The trauma that results from these two types of racism has been manifested in different forms of self-hate ranging from a lack of self-confidence and psychologically limiting oneself as only suitable for certain, “non-threatening” careers, to the active rejection of one’s Asian heritage.  In recent months, this self-hate has also been compounded by the pain and frustration felt when racial violence has been directed specifically at the elders in the AAPI community.  Many of our Asian cultures are Confucian in orientation, and while here in America we don’t include the Confucian Analects or the Doctrine of the Mean in our formative K-12 schooling, as Asian Americans our filial duty, devotion, and honor for our elders permeates informally through almost every aspect of our home lives.  Our elders made the hard decision to leave homes, friendships, careers, and reputations in the Old Country, often taking lesser-paying jobs here in America so that our generation could lead a better life than theirs.  Our elders take a lead role in taking care of young children and grandchildren.  Preposterous that this most precious task gets offloaded to daycare centers!  In return, Chinese Americans send their hard-earned paychecks to support aging relatives overseas, Vietnamese Americans count their pennies and joyfully consider whether they can finally afford to buy their parents a new car or home, Japanese Americans bring their aging parents to live with them, refusing nursing homes unless absolutely necessary, and Korean Americans bow respectfully when visiting grandfather’s tomb.  We love our elders deeply, and the pain, the frustration, and the rage when we see them hurt is real.

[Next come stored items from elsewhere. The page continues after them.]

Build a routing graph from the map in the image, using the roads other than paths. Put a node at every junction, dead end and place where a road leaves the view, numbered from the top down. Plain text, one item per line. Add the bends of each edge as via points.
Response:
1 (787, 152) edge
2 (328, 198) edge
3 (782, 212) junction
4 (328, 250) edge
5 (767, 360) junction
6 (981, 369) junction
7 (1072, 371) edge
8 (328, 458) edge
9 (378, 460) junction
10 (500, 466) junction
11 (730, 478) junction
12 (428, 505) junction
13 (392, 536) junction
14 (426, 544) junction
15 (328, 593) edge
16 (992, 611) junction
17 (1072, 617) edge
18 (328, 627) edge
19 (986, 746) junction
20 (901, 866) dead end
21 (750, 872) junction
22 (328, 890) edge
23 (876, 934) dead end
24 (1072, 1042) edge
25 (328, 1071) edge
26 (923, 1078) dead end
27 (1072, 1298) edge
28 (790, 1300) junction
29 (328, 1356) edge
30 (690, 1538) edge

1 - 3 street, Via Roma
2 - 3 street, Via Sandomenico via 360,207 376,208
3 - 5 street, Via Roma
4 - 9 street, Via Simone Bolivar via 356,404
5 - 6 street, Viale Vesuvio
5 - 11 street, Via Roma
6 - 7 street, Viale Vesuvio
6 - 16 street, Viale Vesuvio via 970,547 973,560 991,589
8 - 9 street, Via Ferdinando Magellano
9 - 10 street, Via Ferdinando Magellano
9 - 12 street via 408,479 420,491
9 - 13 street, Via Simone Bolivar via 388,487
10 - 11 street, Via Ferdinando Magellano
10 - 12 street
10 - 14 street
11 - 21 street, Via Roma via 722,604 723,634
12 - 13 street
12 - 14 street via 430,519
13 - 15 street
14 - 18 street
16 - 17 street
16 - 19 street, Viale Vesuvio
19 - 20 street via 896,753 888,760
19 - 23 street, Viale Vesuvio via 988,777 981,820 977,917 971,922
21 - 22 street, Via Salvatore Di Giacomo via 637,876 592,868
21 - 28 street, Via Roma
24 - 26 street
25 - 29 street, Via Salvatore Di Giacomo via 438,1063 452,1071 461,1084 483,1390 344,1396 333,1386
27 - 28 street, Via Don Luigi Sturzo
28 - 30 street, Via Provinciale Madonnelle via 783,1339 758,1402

Moving forward in Christian Solidarity will be a challenge for all our communities.  It will require honest introspection, a willingness to confront “inconvenient” facts about ourselves in both Asian and African American communities, and the willingness to prayerfully forgive.  While this will be a long and hard process, the alternatives are too chilling to contemplate.  Already, our news reports are full of stories of minorities (Asian and Black) purchasing weapons and arming themselves against some future, multi-pronged racial nightmare of “Rooftop Koreans” and Tongs versus Black Panthers and Latin Kings versus White Nationalists.  Let this not be so!  Let us beat our swords into plowshares, let us see each other as neighbors and brothers, and let it begin with us.  Amen and Thank you!!